Two women NHS leaders warned that the NHS needs to give better support to senior managers and develop leadership teams that better represent the populations they serve in a conversation session with Channel 4 health correspondent Victoria Macdonald at the MiP Members’ Summit.

Lisa Rodrigues , a mental health campaigner and former chief executive of Sussex Partnership Foundation Trust, and Sophia Christie , system lead for Devon’s Sustainability and Transformation Partnership, talked about their careers and the prospects for NHS management before answering questions from delegates.

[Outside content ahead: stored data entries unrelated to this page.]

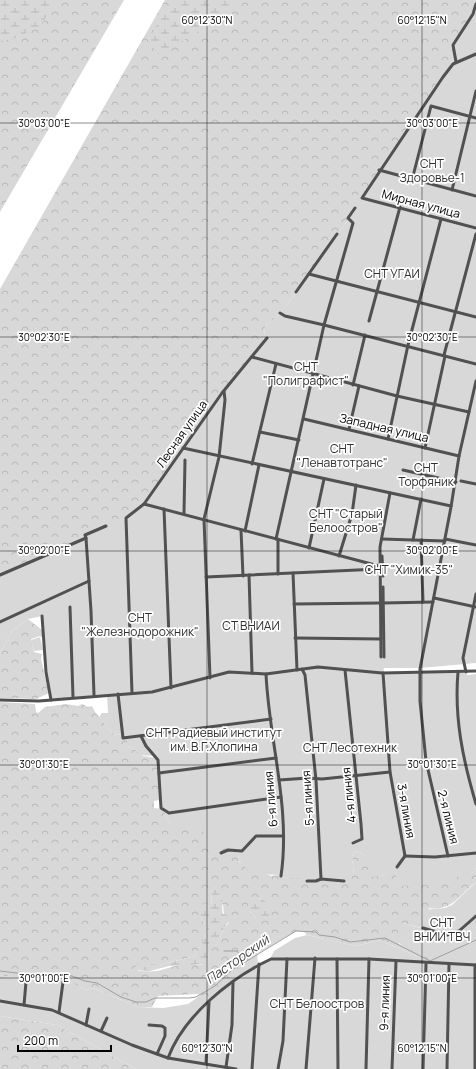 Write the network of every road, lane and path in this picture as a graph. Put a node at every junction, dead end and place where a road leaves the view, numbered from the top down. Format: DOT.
graph roads {
  1 [pos="476,7"];
  2 [pos="476,54"];
  3 [pos="456,62"];
  4 [pos="476,91"];
  5 [pos="470,116"];
  6 [pos="476,118"];
  7 [pos="379,170"];
  8 [pos="412,180"];
  9 [pos="452,190"];
  10 [pos="476,196"];
  11 [pos="400,207"];
  12 [pos="355,208"];
  13 [pos="441,219"];
  14 [pos="476,228"];
  15 [pos="337,234"];
  16 [pos="476,234"];
  17 [pos="309,274"];
  18 [pos="337,281"];
  19 [pos="376,291"];
  20 [pos="296,292"];
  21 [pos="418,303"];
  22 [pos="455,312"];
  23 [pos="280,314"];
  24 [pos="476,317"];
  25 [pos="368,321"];
  26 [pos="324,325"];
  27 [pos="366,335"];
  28 [pos="267,338"];
  29 [pos="408,345"];
  30 [pos="445,356"];
  31 [pos="252,357"];
  32 [pos="276,364"];
  33 [pos="476,364"];
  34 [pos="314,374"];
  35 [pos="476,381"];
  36 [pos="353,385"];
  37 [pos="359,386"];
  38 [pos="224,391"];
  39 [pos="474,394"];
  40 [pos="397,396"];
  41 [pos="434,404"];
  42 [pos="469,412"];
  43 [pos="304,419"];
  44 [pos="349,429"];
  45 [pos="260,432"];
  46 [pos="388,439"];
  47 [pos="299,440"];
  48 [pos="182,448"];
  49 [pos="425,448"];
  50 [pos="459,456"];
  51 [pos="219,457"];
  52 [pos="185,460"];
  53 [pos="252,464"];
  54 [pos="259,465"];
  55 [pos="403,470"];
  56 [pos="290,472"];
  57 [pos="324,479"];
  58 [pos="456,481"];
  59 [pos="462,481"];
  60 [pos="476,484"];
  61 [pos="356,485"];
  62 [pos="390,493"];
  63 [pos="421,500"];
  64 [pos="144,504"];
  65 [pos="451,506"];
  66 [pos="164,509"];
  67 [pos="184,513"];
  68 [pos="204,520"];
  69 [pos="106,526"];
  70 [pos="243,530"];
  71 [pos="86,538"];
  72 [pos="277,539"];
  73 [pos="382,539"];
  74 [pos="413,540"];
  75 [pos="421,540"];
  76 [pos="445,540"];
  77 [pos="476,545"];
  78 [pos="308,548"];
  79 [pos="382,555"];
  80 [pos="339,556"];
  81 [pos="380,567"];
  82 [pos="278,574"];
  83 [pos="293,574"];
  84 [pos="0,575"];
  85 [pos="249,575"];
  86 [pos="242,576"];
  87 [pos="383,576"];
  88 [pos="206,577"];
  89 [pos="89,581"];
  90 [pos="383,587"];
  91 [pos="476,594"];
  92 [pos="433,600"];
  93 [pos="423,602"];
  94 [pos="382,603"];
  95 [pos="294,604"];
  96 [pos="475,606"];
  97 [pos="70,607"];
  98 [pos="42,616"];
  99 [pos="0,622"];
  100 [pos="295,638"];
  101 [pos="381,639"];
  102 [pos="302,669"];
  103 [pos="296,670"];
  104 [pos="345,670"];
  105 [pos="476,671"];
  106 [pos="420,672"];
  107 [pos="458,672"];
  108 [pos="466,672"];
  109 [pos="252,673"];
  110 [pos="383,673"];
  111 [pos="266,674"];
  112 [pos="210,678"];
  113 [pos="171,688"];
  114 [pos="132,693"];
  115 [pos="118,694"];
  116 [pos="94,695"];
  117 [pos="73,697"];
  118 [pos="0,700"];
  119 [pos="51,700"];
  120 [pos="270,719"];
  121 [pos="141,736"];
  122 [pos="276,758"];
  123 [pos="390,772"];
  124 [pos="159,773"];
  125 [pos="355,776"];
  126 [pos="316,778"];
  127 [pos="279,780"];
  128 [pos="281,797"];
  129 [pos="476,804"];
  130 [pos="283,836"];
  131 [pos="354,843"];
  132 [pos="221,853"];
  133 [pos="476,853"];
  134 [pos="405,856"];
  135 [pos="448,856"];
  136 [pos="396,867"];
  137 [pos="281,876"];
  138 [pos="321,879"];
  139 [pos="307,881"];
  140 [pos="344,881"];
  141 [pos="476,916"];
  142 [pos="423,928"];
  143 [pos="315,958"];
  144 [pos="287,959"];
  145 [pos="337,959"];
  146 [pos="369,959"];
  147 [pos="396,961"];
  148 [pos="259,964"];
  149 [pos="426,964"];
  150 [pos="449,964"];
  151 [pos="476,965"];
  152 [pos="233,981"];
  153 [pos="26,982"];
  154 [pos="63,982"];
  155 [pos="0,1001"];
  156 [pos="209,1001"];
  157 [pos="24,1005"];
  158 [pos="89,1009"];
  159 [pos="59,1012"];
  160 [pos="107,1018"];
  161 [pos="86,1025"];
  162 [pos="149,1025"];
  163 [pos="101,1031"];
  164 [pos="157,1054"];
  165 [pos="168,1058"];
  166 [pos="206,1064"];
  167 [pos="226,1067"];
  168 [pos="236,1069"];
  169 [pos="252,1069"];
  170 [pos="278,1069"];
  171 [pos="306,1069"];
  172 [pos="338,1069"];
  173 [pos="366,1069"];
  174 [pos="392,1069"];
  175 [pos="422,1069"];
  176 [pos="447,1069"];
  177 [pos="475,1069"];
  1 -- 3 [label="street"];
  2 -- 3 [label="street"];
  3 -- 7 [label="street"];
  4 -- 5 [label="street"];
  5 -- 6 [label="street"];
  5 -- 8 [label="street"];
  5 -- 9 [label="street"];
  7 -- 8 [label="street"];
  7 -- 11 [label="street, Мирная улица"];
  8 -- 9 [label="street"];
  9 -- 10 [label="street"];
  11 -- 13 [label="street, Мирная улица"];
  11 -- 19 [label="street"];
  12 -- 18 [label="street"];
  13 -- 14 [label="street, Мирная улица"];
  13 -- 21 [label="street"];
  15 -- 17 [label="street"];
  16 -- 22 [label="street"];
  17 -- 18 [label="street"];
  17 -- 20 [label="street"];
  18 -- 19 [label="street"];
  18 -- 26 [label="street"];
  19 -- 21 [label="street"];
  19 -- 25 [label="street"];
  21 -- 22 [label="street"];
  21 -- 29 [label="street"];
  22 -- 24 [label="street"];
  22 -- 30 [label="street"];
  23 -- 26 [label="street"];
  26 -- 27 [label="street"];
  26 -- 34 [label="street"];
  27 -- 29 [label="street"];
  27 -- 36 [label="street"];
  28 -- 31 [label="street, Лесная улица"];
  29 -- 30 [label="street"];
  29 -- 40 [label="street"];
  30 -- 33 [label="street"];
  30 -- 41 [label="street"];
  31 -- 32 [label="street"];
  31 -- 38 [label="street, Лесная улица"];
  32 -- 34 [label="street"];
  32 -- 45 [label="street"];
  34 -- 36 [label="street"];
  34 -- 43 [label="street"];
  35 -- 39 [label="street"];
  36 -- 37 [label="street"];
  37 -- 40 [label="street"];
  37 -- 44 [label="street"];
  38 -- 48 [label="street, Лесная улица"];
  38 -- 51 [label="street"];
  39 -- 42 [label="street"];
  40 -- 41 [label="street"];
  40 -- 46 [label="street"];
  41 -- 42 [label="street"];
  41 -- 49 [label="street"];
  42 -- 50 [label="street"];
  43 -- 44 [label="street, Западная улица"];
  43 -- 47 [label="street"];
  44 -- 46 [label="street, Западная улица"];
  45 -- 47 [label="street"];
  45 -- 53 [label="street"];
  46 -- 49 [label="street, Западная улица"];
  47 -- 56 [label="street"];
  48 -- 51 [label="street"];
  48 -- 64 [label="street, Лесная улица"];
  49 -- 50 [label="street, Западная улица"];
  50 -- 58 [label="street"];
  51 -- 53 [label="street"];
  51 -- 68 [label="street"];
  52 -- 67 [label="street"];
  53 -- 54 [label="street"];
  54 -- 56 [label="street"];
  54 -- 70 [label="street"];
  55 -- 58 [label="street"];
  56 -- 57 [label="street"];
  56 -- 72 [label="street"];
  57 -- 61 [label="street"];
  57 -- 78 [label="street"];
  58 -- 65 [label="street"];
  59 -- 60 [label="street"];
  61 -- 62 [label="street"];
  61 -- 80 [label="street"];
  62 -- 63 [label="street"];
  62 -- 73 [label="street"];
  63 -- 65 [label="street"];
  63 -- 74 [label="street"];
  64 -- 66 [label="street"];
  64 -- 114 [label="street, Лесная улица"];
  65 -- 76 [label="street"];
  66 -- 67 [label="street"];
  66 -- 113 [label="street"];
  67 -- 68 [label="street"];
  68 -- 70 [label="street"];
  68 -- 88 [label="street"];
  69 -- 71 [label="street"];
  70 -- 72 [label="street"];
  70 -- 86 [label="street"];
  71 -- 84 [label="street"];
  71 -- 89 [label="street"];
  72 -- 78 [label="street"];
  72 -- 82 [label="street"];
  73 -- 74 [label="street"];
  73 -- 81 [label="street"];
  74 -- 75 [label="street"];
  75 -- 76 [label="street"];
  75 -- 93 [label="street"];
  76 -- 77 [label="street"];
  76 -- 92 [label="street"];
  78 -- 80 [label="street"];
  79 -- 81 [label="street"];
  80 -- 81 [label="street"];
  81 -- 83 [label="street"];
  81 -- 87 [label="street"];
  81 -- 94 [label="street"];
  82 -- 83 [label="street"];
  82 -- 85 [label="street"];
  83 -- 95 [label="street"];
  85 -- 86 [label="street"];
  85 -- 109 [label="street"];
  86 -- 88 [label="street"];
  88 -- 112 [label="street"];
  89 -- 99 [label="street"];
  89 -- 116 [label="street"];
  90 -- 94 [label="street"];
  91 -- 96 [label="street"];
  92 -- 93 [label="street"];
  92 -- 96 [label="street"];
  92 -- 106 [label="street"];
  93 -- 94 [label="street"];
  94 -- 95 [label="street"];
  94 -- 101 [label="street"];
  94 -- 101 [label="street"];
  95 -- 100 [label="street"];
  96 -- 108 [label="street"];
  97 -- 117 [label="street"];
  98 -- 119 [label="street"];
  100 -- 101 [label="street"];
  100 -- 103 [label="street"];
  102 -- 103 [label="street"];
  102 -- 104 [label="street"];
  102 -- 126 [label="street, 5-я линия"];
  103 -- 111 [label="street"];
  104 -- 110 [label="street"];
  104 -- 125 [label="street, 4-я линия"];
  105 -- 108 [label="street"];
  106 -- 107 [label="street"];
  106 -- 110 [label="street"];
  106 -- 135 [label="street, 2-я линия"];
  107 -- 108 [label="street"];
  107 -- 129 [label="street"];
  109 -- 111 [label="street"];
  109 -- 112 [label="street"];
  110 -- 123 [label="street, 3-я линия"];
  111 -- 120 [label="street, 6-я линия"];
  112 -- 113 [label="street"];
  113 -- 114 [label="street"];
  114 -- 115 [label="street"];
  115 -- 116 [label="street"];
  115 -- 121 [label="street"];
  116 -- 117 [label="street"];
  117 -- 119 [label="street"];
  118 -- 119 [label="street"];
  120 -- 121 [label="street"];
  120 -- 122 [label="street, 6-я линия"];
  121 -- 124 [label="street"];
  122 -- 124 [label="street"];
  122 -- 127 [label="street, 6-я линия"];
  123 -- 125 [label="street"];
  123 -- 134 [label="street, 3-я линия"];
  124 -- 128 [label="street"];
  125 -- 126 [label="street"];
  125 -- 131 [label="street, 4-я линия"];
  126 -- 127 [label="street"];
  126 -- 138 [label="street, 5-я линия"];
  127 -- 128 [label="street, 6-я линия"];
  128 -- 130 [label="street, 6-я линия"];
  130 -- 132 [label="street"];
  130 -- 137 [label="street, 6-я линия"];
  133 -- 135 [label="street"];
  134 -- 135 [label="street"];
  134 -- 136 [label="street"];
  138 -- 139 [label="street"];
  138 -- 140 [label="street"];
  141 -- 142 [label="street"];
  143 -- 144 [label="street"];
  143 -- 145 [label="street"];
  143 -- 171 [label="street"];
  144 -- 148 [label="street"];
  144 -- 170 [label="street"];
  145 -- 146 [label="street"];
  145 -- 172 [label="street"];
  146 -- 147 [label="street"];
  146 -- 173 [label="street"];
  147 -- 149 [label="street"];
  147 -- 174 [label="street, 9-я линия"];
  148 -- 152 [label="street"];
  148 -- 169 [label="street"];
  149 -- 150 [label="street"];
  149 -- 175 [label="street"];
  150 -- 151 [label="street"];
  150 -- 176 [label="street"];
  151 -- 177 [label="street"];
  152 -- 156 [label="street"];
  152 -- 167 [label="street"];
  153 -- 157 [label="street"];
  154 -- 159 [label="street"];
  155 -- 157 [label="street"];
  156 -- 165 [label="street"];
  156 -- 166 [label="street"];
  157 -- 159 [label="street"];
  158 -- 161 [label="street"];
  159 -- 161 [label="street"];
  160 -- 163 [label="street"];
  161 -- 163 [label="street"];
  162 -- 164 [label="street"];
  163 -- 164 [label="street"];
  164 -- 165 [label="street"];
  165 -- 166 [label="street"];
  166 -- 167 [label="street"];
  167 -- 168 [label="street"];
} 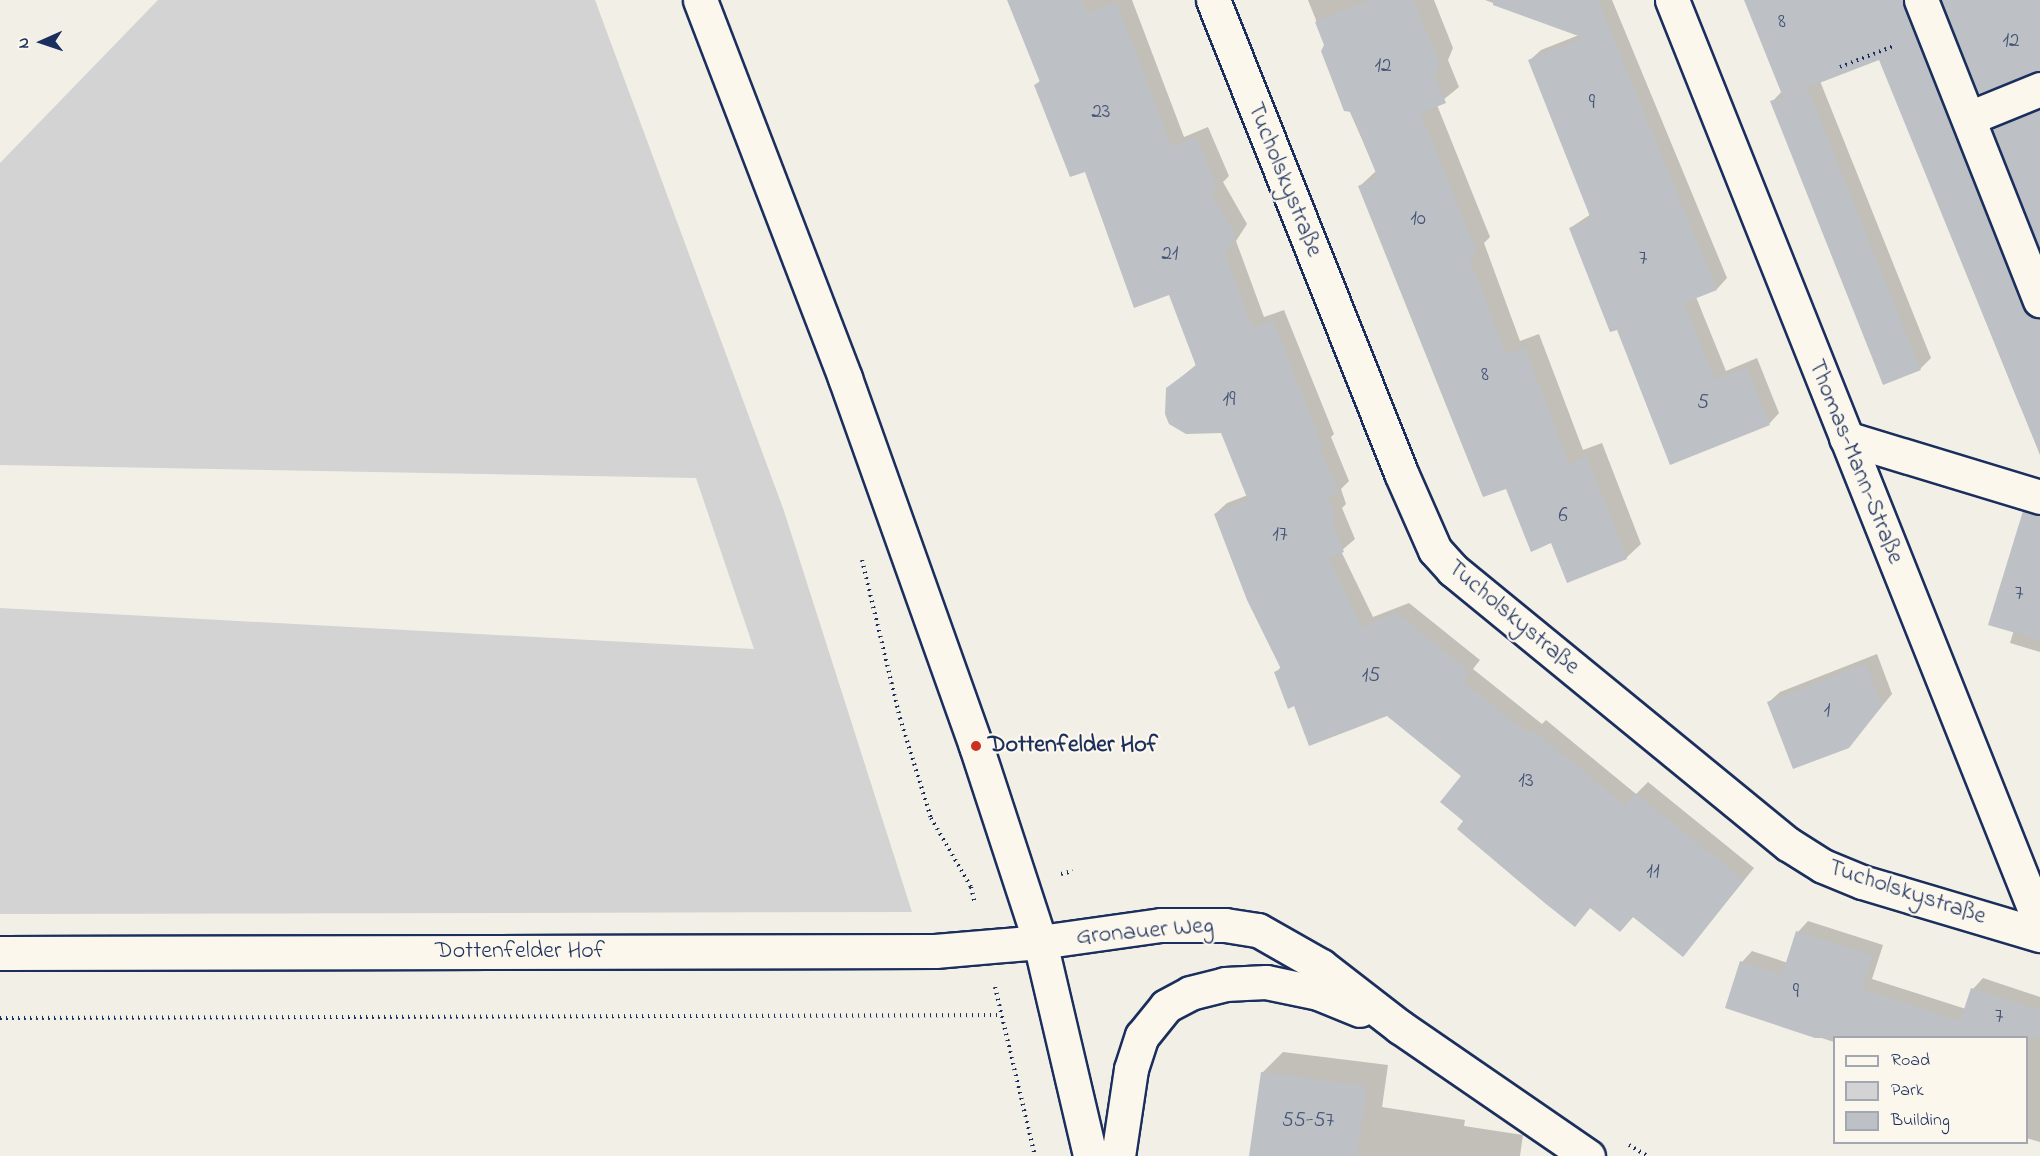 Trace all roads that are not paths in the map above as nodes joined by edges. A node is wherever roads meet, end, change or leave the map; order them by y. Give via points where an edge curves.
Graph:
1 (700, 0) edge
2 (1213, 0) edge
3 (1672, 0) edge
4 (1922, 0) edge
5 (2040, 89) edge
6 (1969, 118) junction
7 (2040, 300) edge
8 (1846, 438) junction
9 (2040, 497) edge
10 (2040, 923) edge
11 (2040, 935) edge
12 (1040, 942) junction
13 (0, 953) edge
14 (1400, 1027) junction
15 (1554, 1146) edge
16 (1090, 1156) edge
17 (1118, 1156) edge
18 (1588, 1156) edge

1 - 12 street via 927,603
2 - 11 street, Tucholskystraße via 1401,474 1435,550 1462,578 1796,850 1862,882
3 - 8 street, Thomas-Mann-Straße
4 - 6 street
5 - 6 street
6 - 7 street
8 - 9 street
8 - 10 street, Thomas-Mann-Straße
12 - 13 street, Dottenfelder Hof via 923,951
12 - 14 street, Gronauer Weg via 1197,922 1258,930 1321,966
12 - 16 street
14 - 15 street, Gronauer Weg
14 - 17 street, Gronauer Weg via 1318,993 1266,982 1225,984 1190,993 1166,1006 1142,1036 1131,1069
15 - 18 street, Gronauer Weg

Both Rodrigues and Christie described the difficulties facing women in being taken seriously as senior managers. Rodrigues said she believed that, as a society, “we’re tougher on women generally, because when women show signs of human nature, people say, ‘we know she wouldn’t be able to cope’.” Christie agreed: “An assertive woman is considered difficult, but assertive men are taken for granted,” she said. “There are clear gender assumptions.”

Rodrigues pointed out that women and BME people are often better represented in senior positions within mental health organisations – that an often-overlooked aspect of the lack of parity of esteem for mental health services is that the most under-funded NHS organisations are the ones that are more representative of the population. “Until the NHS reflects women and BME people it won’t be right,” she warned.

Discussing her recent book, Being an NHS Chief Executive , which recounts her experiences as leader of the Sussex Partnership trust, Rodrigues described the role of an NHS chief executive as a “lonely job” and warned that the “incentives and drivers are in the wrong place”.

Christie described her experiences at the start of her NHS career, when she worked as a part of a multi-organisational team, including a nurse, a social worker and a housing worker, and explained that she has spent the rest of her career trying to incorporate that complexity into her work in the belief that “it produces better outcomes for patients”.

Despite the dire findings of a recent MiP survey that fewer than 50% of members would recommend a career as an NHS manager to their family or friends, both women emphasised that being an NHS manager was an important and rewarding career. “We’ve survived this long,” said Christie, “and there’s all to play for.”